## Directions
Would you print all of the records below exactly, without skipping any?

## Data extracts
* * *

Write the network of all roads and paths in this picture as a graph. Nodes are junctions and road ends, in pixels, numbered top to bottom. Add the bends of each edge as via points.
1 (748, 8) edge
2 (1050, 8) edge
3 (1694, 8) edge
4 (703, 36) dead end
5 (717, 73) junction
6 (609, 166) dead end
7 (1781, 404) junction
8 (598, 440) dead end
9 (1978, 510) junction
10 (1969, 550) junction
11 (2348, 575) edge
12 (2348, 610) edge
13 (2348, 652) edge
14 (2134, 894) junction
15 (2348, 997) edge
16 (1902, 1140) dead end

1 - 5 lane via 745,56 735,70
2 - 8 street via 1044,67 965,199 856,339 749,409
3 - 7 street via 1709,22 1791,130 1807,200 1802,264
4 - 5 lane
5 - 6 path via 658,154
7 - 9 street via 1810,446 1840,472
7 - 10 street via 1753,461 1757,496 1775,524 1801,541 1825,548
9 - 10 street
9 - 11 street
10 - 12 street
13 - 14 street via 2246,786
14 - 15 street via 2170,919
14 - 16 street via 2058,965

* * *

## Final answer
Write the network of all roads and paths in this picture as a graph. Nodes are junctions and road ends, in pixels, numbered top to bottom. Add the bends of each edge as via points.
1 (748, 8) edge
2 (1050, 8) edge
3 (1694, 8) edge
4 (703, 36) dead end
5 (717, 73) junction
6 (609, 166) dead end
7 (1781, 404) junction
8 (598, 440) dead end
9 (1978, 510) junction
10 (1969, 550) junction
11 (2348, 575) edge
12 (2348, 610) edge
13 (2348, 652) edge
14 (2134, 894) junction
15 (2348, 997) edge
16 (1902, 1140) dead end

1 - 5 lane via 745,56 735,70
2 - 8 street via 1044,67 965,199 856,339 749,409
3 - 7 street via 1709,22 1791,130 1807,200 1802,264
4 - 5 lane
5 - 6 path via 658,154
7 - 9 street via 1810,446 1840,472
7 - 10 street via 1753,461 1757,496 1775,524 1801,541 1825,548
9 - 10 street
9 - 11 street
10 - 12 street
13 - 14 street via 2246,786
14 - 15 street via 2170,919
14 - 16 street via 2058,965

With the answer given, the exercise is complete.